Import UK KCLP 1 (VINYLE)

Décembre 1969, je marche sur la rue Guy en direction du magasin de disques Galaxy. Plusieurs lecteurs se souviennent sûrement de ce magasin légendaire et de ses importations d’Angleterre. Arrivé à destination, je capote en voyant tous ces 33 tours aux pochettes débiles. Ce que je voulais, c’est King Crimson, que j’avais entendu à CKGM FM la veille. Je mets la main sur une copie, regarde la pochette hallucinante et retourne chez moi en courant, anxieux d’écouter cet album qui marquera au fer rouge mes tympans pour toujours.

Quel choc musical mes oreilles ont subi cette journée-là.
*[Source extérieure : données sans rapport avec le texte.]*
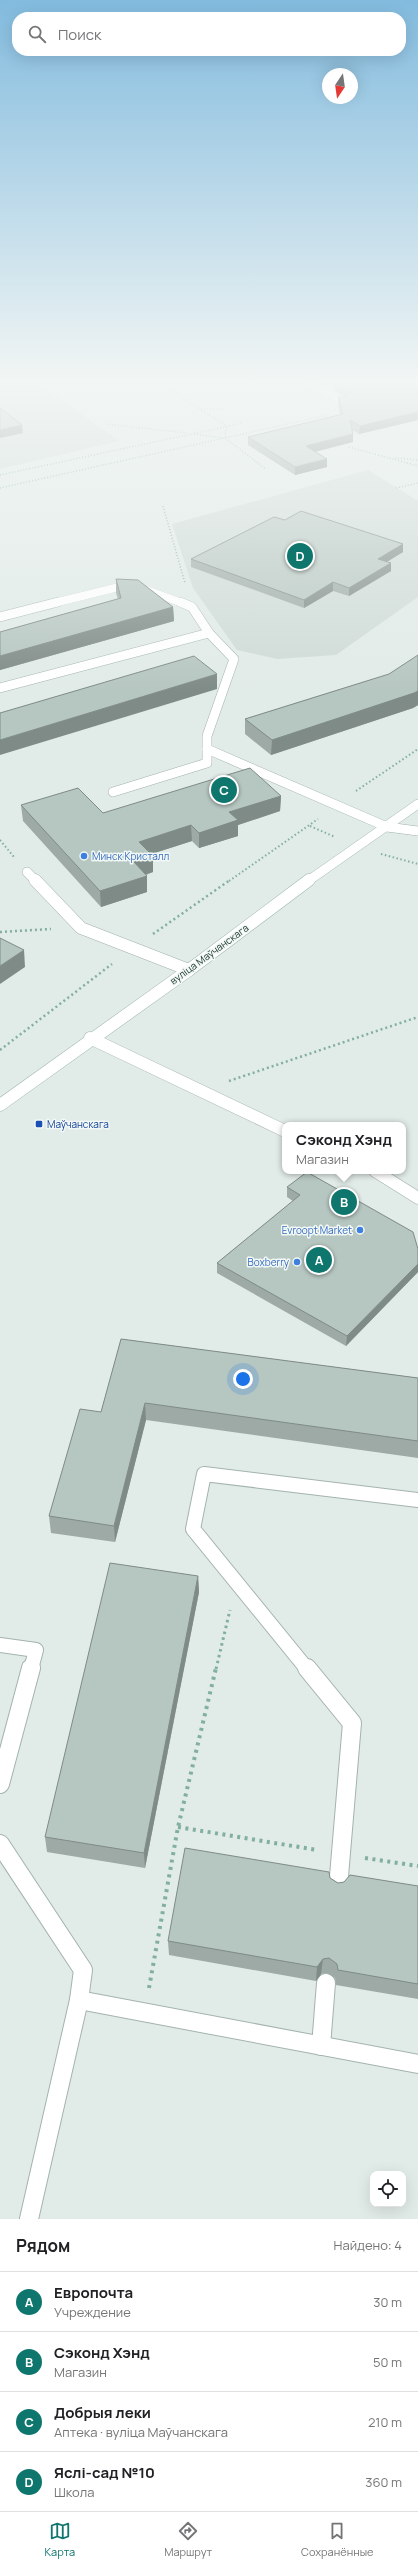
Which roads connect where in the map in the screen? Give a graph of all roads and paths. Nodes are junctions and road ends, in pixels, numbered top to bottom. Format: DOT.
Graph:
graph roads {
  1 [pos="11,486"];
  2 [pos="407,486"];
  3 [pos="0,488"];
  4 [pos="396,488"];
  5 [pos="163,506"];
  6 [pos="192,607"];
  7 [pos="0,617"];
  8 [pos="209,633"];
  9 [pos="0,688"];
  10 [pos="207,749"];
  11 [pos="418,749"];
  12 [pos="113,792"];
  13 [pos="337,804"];
  14 [pos="418,804"];
  15 [pos="387,827"];
  16 [pos="418,831"];
  17 [pos="400,860"];
  18 [pos="418,864"];
  19 [pos="27,872"];
  20 [pos="81,928"];
  21 [pos="0,932"];
  22 [pos="135,947"];
  23 [pos="189,970"];
  24 [pos="418,1017"];
  25 [pos="90,1038"];
  26 [pos="0,1050"];
  27 [pos="198,1091"];
  28 [pos="0,1105"];
  29 [pos="282,1130"];
  30 [pos="380,1174"];
  31 [pos="418,1198"];
  32 [pos="418,1500"];
  33 [pos="237,1582"];
  34 [pos="0,1645"];
  35 [pos="0,1784"];
  36 [pos="178,1827"];
  37 [pos="0,1844"];
  38 [pos="341,1854"];
  39 [pos="418,1866"];
  40 [pos="338,1888"];
  41 [pos="326,1983"];
  42 [pos="79,2000"];
  43 [pos="145,2013"];
  44 [pos="321,2046"];
  45 [pos="418,2064"];
  46 [pos="29,2219"];
  1 -- 3 [label="path"];
  2 -- 4 [label="path"];
  5 -- 6 [label="path"];
  6 -- 7 [label="main road"];
  6 -- 8 [label="main road"];
  8 -- 9 [label="main road"];
  8 -- 10 [label="main road"];
  10 -- 12 [label="main road"];
  10 -- 13 [label="main road"];
  11 -- 13 [label="path"];
  13 -- 15 [label="main road"];
  13 -- 22 [label="path"];
  14 -- 15 [label="main road, вуліца Маўчанскага"];
  15 -- 16 [label="main road"];
  15 -- 23 [label="main road, вуліца Маўчанскага"];
  17 -- 18 [label="path"];
  19 -- 20 [label="main road"];
  20 -- 21 [label="path"];
  20 -- 22 [label="main road"];
  22 -- 23 [label="main road"];
  22 -- 26 [label="path"];
  23 -- 25 [label="main road, вуліца Маўчанскага"];
  24 -- 27 [label="path"];
  25 -- 27 [label="main road"];
  25 -- 28 [label="main road, вуліца Маўчанскага"];
  27 -- 29 [label="main road"];
  30 -- 31 [label="main road"];
  32 -- 33 [label="main road"];
  33 -- 36 [label="path"];
  33 -- 38 [label="main road"];
  34 -- 35 [label="main road"];
  36 -- 38 [label="path"];
  36 -- 43 [label="path"];
  37 -- 42 [label="main road"];
  38 -- 39 [label="path"];
  38 -- 40 [label="main road"];
  41 -- 44 [label="main road"];
  42 -- 43 [label="main road"];
  42 -- 46 [label="main road"];
  43 -- 44 [label="main road"];
  44 -- 45 [label="main road"];
}
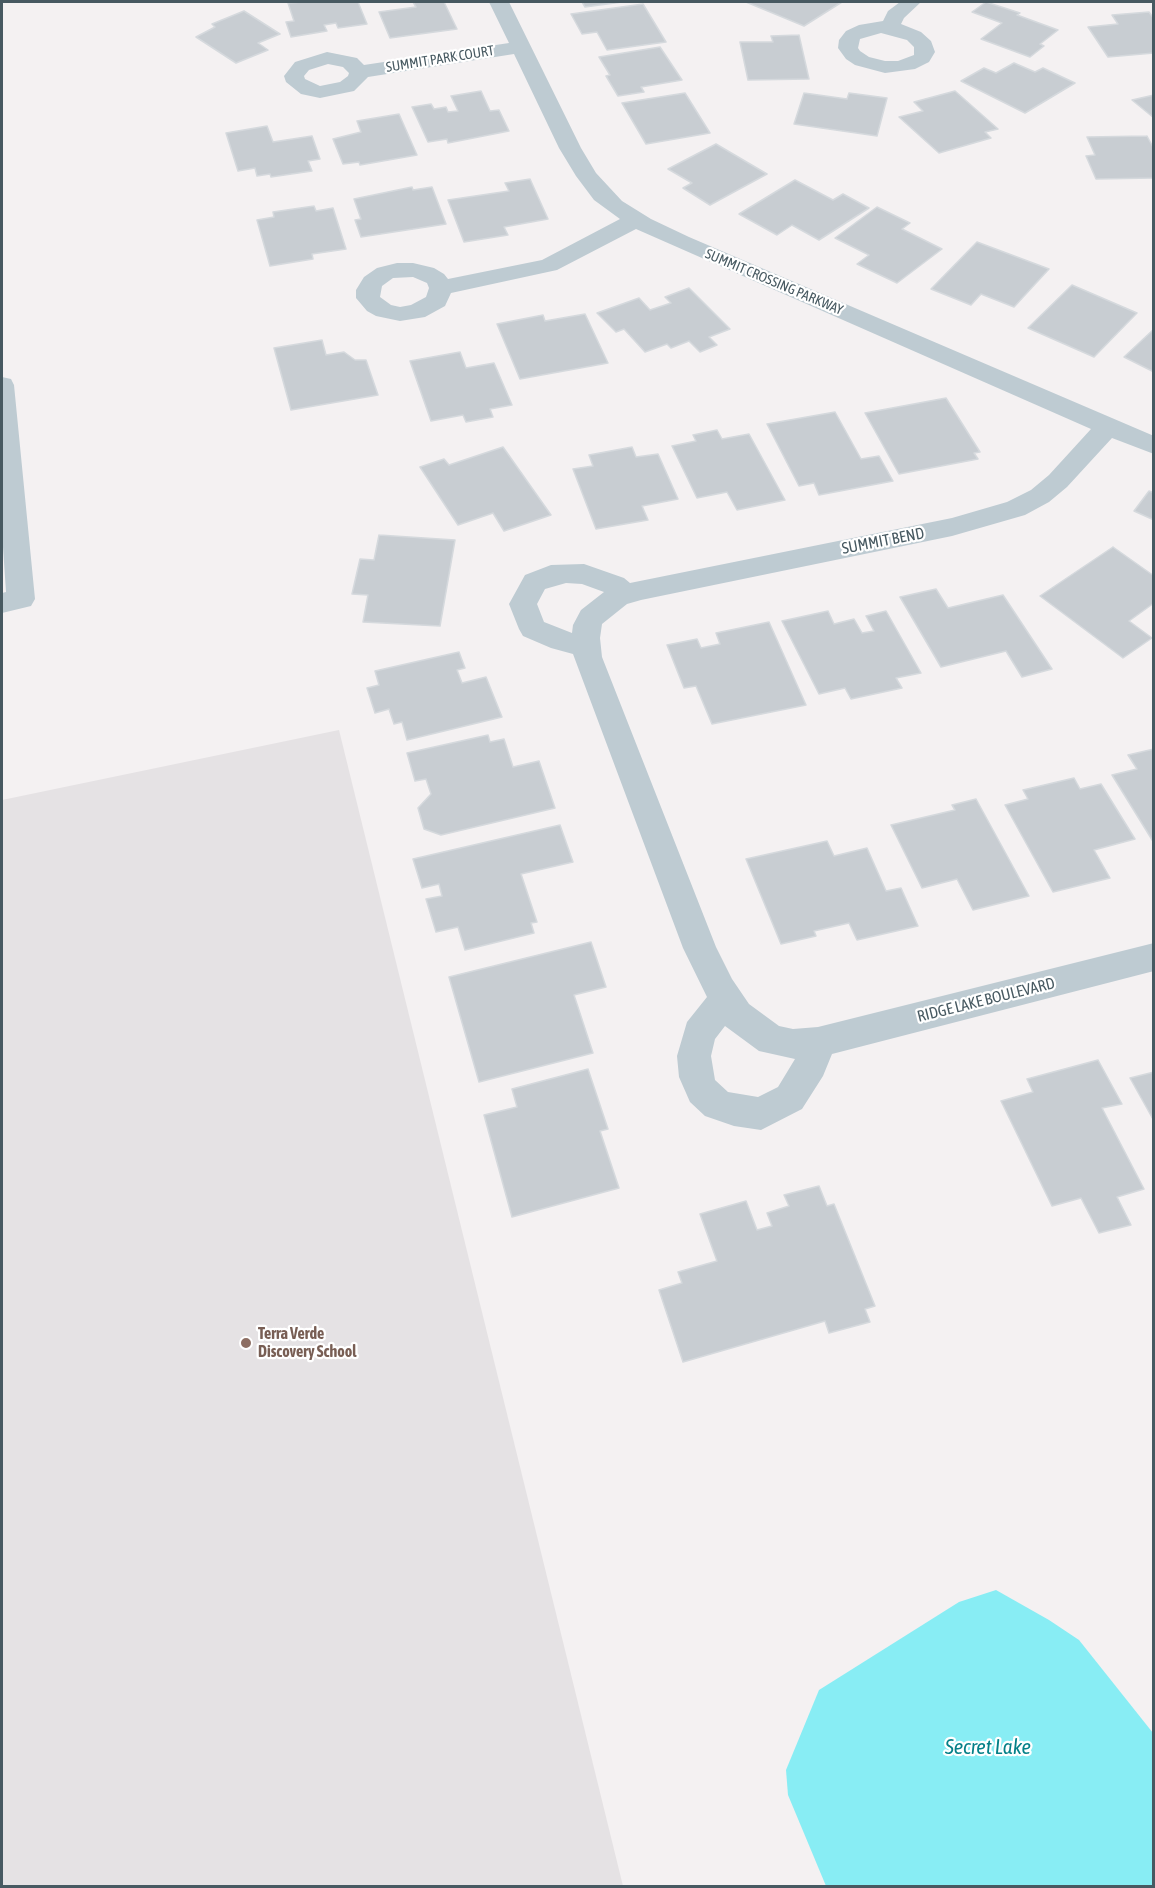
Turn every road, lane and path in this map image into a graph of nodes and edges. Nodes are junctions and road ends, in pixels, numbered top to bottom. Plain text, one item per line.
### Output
1 (500, 2) edge
2 (911, 2) edge
3 (890, 28) dead end
4 (522, 47) junction
5 (359, 72) dead end
6 (636, 220) junction
7 (441, 288) dead end
8 (2, 385) edge
9 (1108, 426) junction
10 (1154, 446) edge
11 (626, 594) junction
12 (11, 601) edge
13 (587, 647) junction
14 (1154, 957) edge
15 (726, 999) junction
16 (818, 1042) junction

1 - 4 street, SUMMIT CROSSING PARKWAY
2 - 3 street
4 - 5 street, SUMMIT PARK COURT
4 - 6 street, SUMMIT CROSSING PARKWAY
6 - 7 street
6 - 9 street, SUMMIT CROSSING PARKWAY
8 - 12 street
9 - 10 street, SUMMIT CROSSING PARKWAY
9 - 11 street, SUMMIT BEND
11 - 13 street, SUMMIT BEND
11 - 13 street
13 - 15 street, SUMMIT BEND
14 - 16 street, RIDGE LAKE BOULEVARD
15 - 16 street, SUMMIT BEND
15 - 16 street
Et ce soir, 42 ans plus tard, de pouvoir en parler dans cette chronique a un petit côté surréaliste et nostalgique en même temps. Histoire d’un incontournable. Enregistré en dix jours durant l’été 69 au studio Wessex à Londres, la formation originale de King Crimson comprendra entre autre Robert Fripp, guitariste et fondateur du groupe. Les autres membres seront Greg Lake au chant et à la basse, Michael Giles, batterie et percussions, Ian McDonald aux claviers et Peter Sinfield, parolier.
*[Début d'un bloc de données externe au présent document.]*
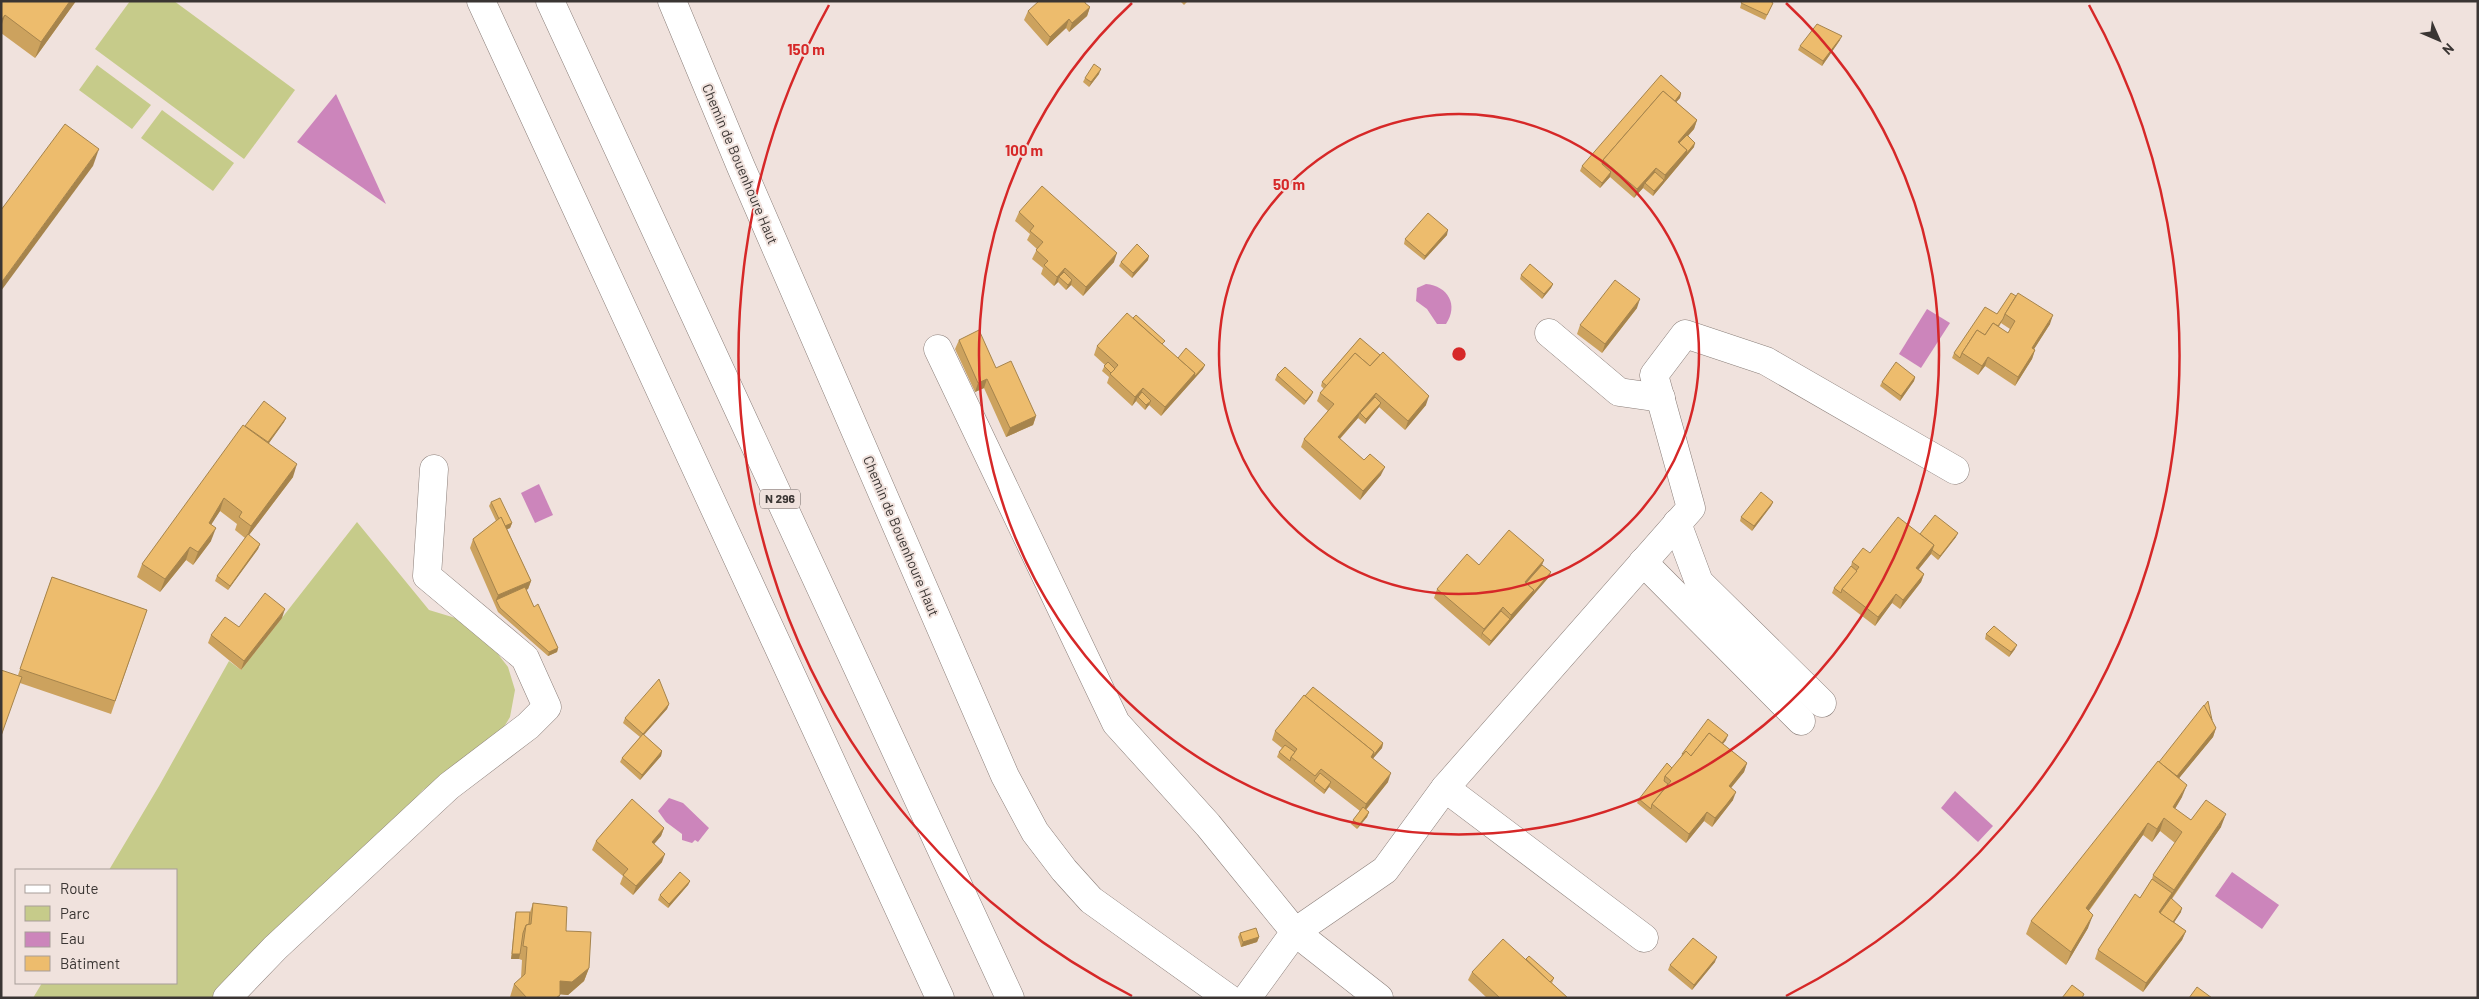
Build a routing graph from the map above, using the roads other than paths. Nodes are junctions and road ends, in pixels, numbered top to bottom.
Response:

Une fois l’album terminé, celui-ci sortira le 10 octobre 69 et deviendra vite populaire non seulement pour sa musique innovatrice et unique mais aussi à cause de sa pochette, un classique en devenir. Cinq pièces au total pour environ 45 minutes de notes complexes, rock, jazz mixé, dans un mélange sonore dont seul ce groupe avait la recette. Dès l’intro de 21st Century Schizoid Man, la première pièce de la face un, l’impact est immédiat. La voix de Lake et la guitare de Fripp, un duo de choc en partant, suivi au milieu de la chanson d’improvisations proches du free jazz. Pour la deuxième pièce, Talk to the Wind, ballade venue tout droit d’une autre dimension. Et on termine la face un avec Epitaph, longue pièce à la finale surprenante.
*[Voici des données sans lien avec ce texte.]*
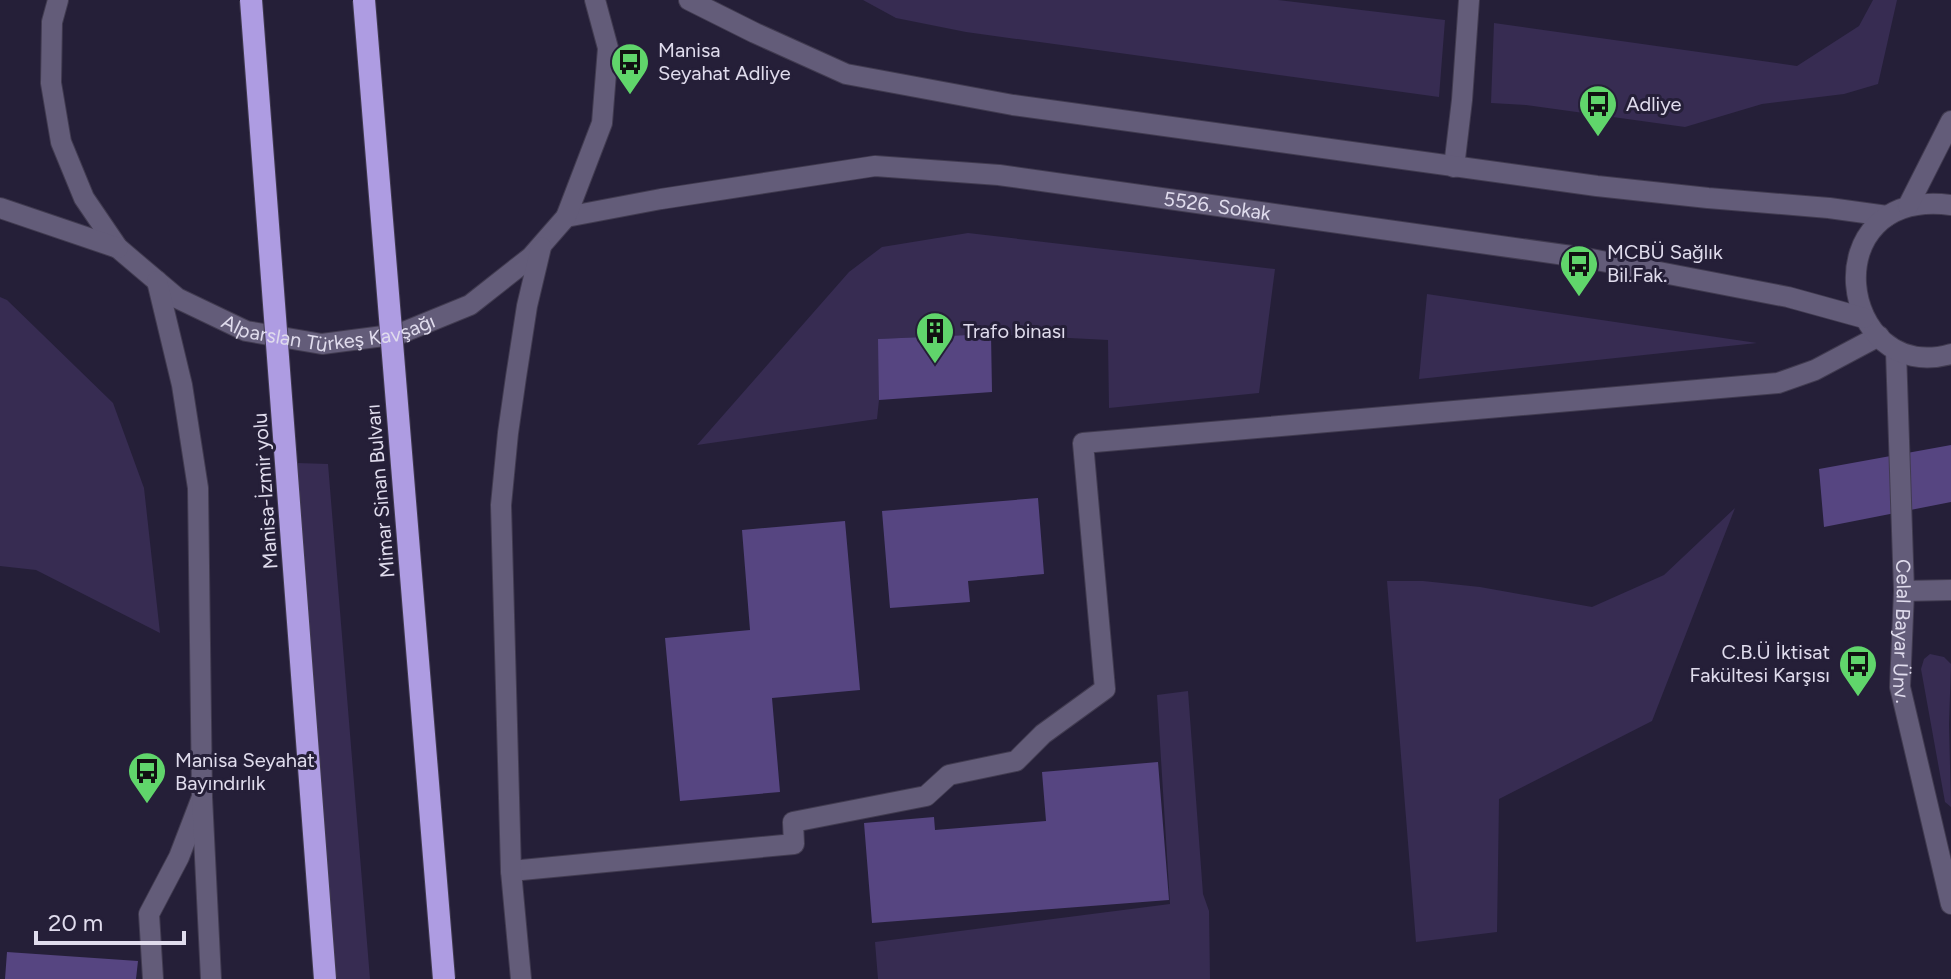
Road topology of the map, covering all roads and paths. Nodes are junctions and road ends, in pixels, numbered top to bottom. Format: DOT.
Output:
graph roads {
  1 [pos="58,0"];
  2 [pos="251,0"];
  3 [pos="364,0"];
  4 [pos="595,0"];
  5 [pos="689,0"];
  6 [pos="1469,0"];
  7 [pos="1951,121"];
  8 [pos="1454,167"];
  9 [pos="1951,205"];
  10 [pos="1908,206"];
  11 [pos="0,208"];
  12 [pos="1887,216"];
  13 [pos="566,217"];
  14 [pos="541,246"];
  15 [pos="118,248"];
  16 [pos="157,281"];
  17 [pos="1864,318"];
  18 [pos="1879,336"];
  19 [pos="1896,351"];
  20 [pos="1951,354"];
  21 [pos="1951,590"];
  22 [pos="1904,591"];
  23 [pos="202,797"];
  24 [pos="511,871"];
  25 [pos="1951,904"];
  26 [pos="153,979"];
  27 [pos="211,979"];
  28 [pos="325,979"];
  29 [pos="444,979"];
  30 [pos="521,979"];
  1 -- 15 [label="street, Alparslan Türkeş Kavşağı"];
  2 -- 28 [label="highway, Manisa-İzmir yolu, bridge"];
  3 -- 29 [label="highway, Mimar Sinan Bulvarı, bridge"];
  4 -- 13 [label="street, Alparslan Türkeş Kavşağı"];
  5 -- 8 [label="street"];
  6 -- 8 [label="street"];
  7 -- 10 [label="street"];
  8 -- 12 [label="street"];
  9 -- 10 [label="street"];
  10 -- 12 [label="street"];
  11 -- 15 [label="street"];
  12 -- 17 [label="street"];
  13 -- 14 [label="street, Alparslan Türkeş Kavşağı"];
  13 -- 17 [label="street, 5526. Sokak"];
  14 -- 16 [label="street, Alparslan Türkeş Kavşağı"];
  14 -- 24 [label="street"];
  15 -- 16 [label="street, Alparslan Türkeş Kavşağı"];
  16 -- 23 [label="street"];
  17 -- 18 [label="street"];
  18 -- 19 [label="street"];
  18 -- 24 [label="street"];
  19 -- 20 [label="street"];
  19 -- 22 [label="street, Celal Bayar Ünv."];
  21 -- 22 [label="street"];
  22 -- 25 [label="street, Celal Bayar Ünv."];
  23 -- 26 [label="street"];
  23 -- 27 [label="street"];
  24 -- 30 [label="street"];
}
La face deux débute avec le super Moonchild, une ballade imprégnée de mellotron, pour ensuite tourner au cauchemar dans un délire expérimental jusqu’à la fin du morceau. La dernière et non la moindre, In the Court of the Crimson King, la plus populaire et connue de l’album avec un Greg Lake tout en voix et des arrangements superbes survolés par le son envoûtant du mellotron. Et c’est comme ça que le disque se termine. 45 minutes qui marqueront l’histoire du monde musical et pour encore des lunes, cette musique étant des années plus tard un moment phare ainsi qu’un point de repère pour tant de musiciens, tous styles confondus. Est-ce du Prog, du Art Rock de l’avant-garde ? Difficile à dire, allons-y donc pour du progressif, tout simplement. Pas surprenant que Tony Clarke, qui a travaillé avec Moody Blues, devait produire l’album à l’origine. La chimie étant mauvaise avec Fripp, il quittera le bateau dès le début, Fripp ne voulant pas d’un autre Nights in White Satin. Et que dire de la pochette conçue par Barry Godber, la seule qu’il fera d’ailleurs car il décèdera quelques heures avant le lancement du disque. Il n’aura jamais su que son dessin est devenu l’un des plus célèbres de l’histoire du rock.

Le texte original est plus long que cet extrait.